» **EXERCISE**
In the records below, find each line holding the word "junction" and copy it.

» **EXTRACTED MATERIAL**
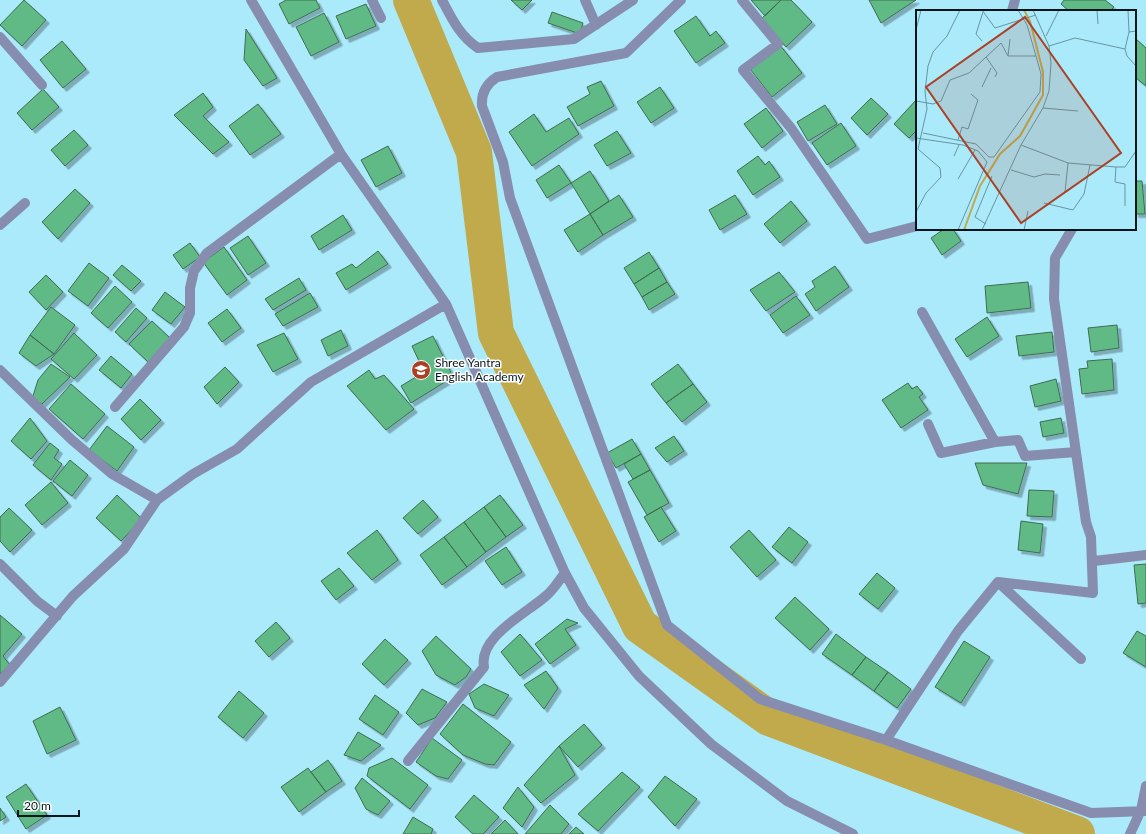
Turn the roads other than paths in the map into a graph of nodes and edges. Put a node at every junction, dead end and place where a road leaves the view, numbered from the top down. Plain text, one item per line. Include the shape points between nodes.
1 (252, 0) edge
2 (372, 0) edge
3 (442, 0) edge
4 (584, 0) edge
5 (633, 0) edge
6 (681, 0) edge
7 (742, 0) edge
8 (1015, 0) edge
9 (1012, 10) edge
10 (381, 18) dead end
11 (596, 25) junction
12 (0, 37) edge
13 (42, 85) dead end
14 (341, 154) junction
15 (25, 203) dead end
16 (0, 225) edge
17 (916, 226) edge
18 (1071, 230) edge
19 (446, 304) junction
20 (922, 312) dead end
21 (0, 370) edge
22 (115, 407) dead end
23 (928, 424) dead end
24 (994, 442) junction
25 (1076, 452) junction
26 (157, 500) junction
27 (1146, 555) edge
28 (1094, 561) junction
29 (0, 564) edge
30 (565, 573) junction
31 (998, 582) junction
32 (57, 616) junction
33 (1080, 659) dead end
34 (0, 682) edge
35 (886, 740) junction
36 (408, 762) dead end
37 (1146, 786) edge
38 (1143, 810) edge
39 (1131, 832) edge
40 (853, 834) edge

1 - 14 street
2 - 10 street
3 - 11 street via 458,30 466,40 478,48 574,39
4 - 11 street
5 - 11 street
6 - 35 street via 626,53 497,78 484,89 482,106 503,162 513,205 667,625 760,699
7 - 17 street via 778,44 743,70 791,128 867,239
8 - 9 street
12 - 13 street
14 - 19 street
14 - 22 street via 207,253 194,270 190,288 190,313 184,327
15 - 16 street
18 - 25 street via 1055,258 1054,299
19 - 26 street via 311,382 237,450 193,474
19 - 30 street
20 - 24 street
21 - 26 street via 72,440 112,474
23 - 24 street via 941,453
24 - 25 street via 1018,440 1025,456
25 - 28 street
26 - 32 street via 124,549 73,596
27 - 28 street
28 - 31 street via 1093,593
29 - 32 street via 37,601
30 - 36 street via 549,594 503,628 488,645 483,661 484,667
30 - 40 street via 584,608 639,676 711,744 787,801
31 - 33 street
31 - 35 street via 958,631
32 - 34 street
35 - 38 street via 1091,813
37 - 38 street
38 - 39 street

» **EXERCISE RESULT**
Turn the roads other than paths in the map into a graph of nodes and edges. Put a node at every junction, dead end and place where a road leaves the view, numbered from the top down. Plain text, one item per line. Include the shape points between nodes.
11 (596, 25) junction
14 (341, 154) junction
19 (446, 304) junction
24 (994, 442) junction
25 (1076, 452) junction
26 (157, 500) junction
28 (1094, 561) junction
30 (565, 573) junction
31 (998, 582) junction
32 (57, 616) junction
35 (886, 740) junction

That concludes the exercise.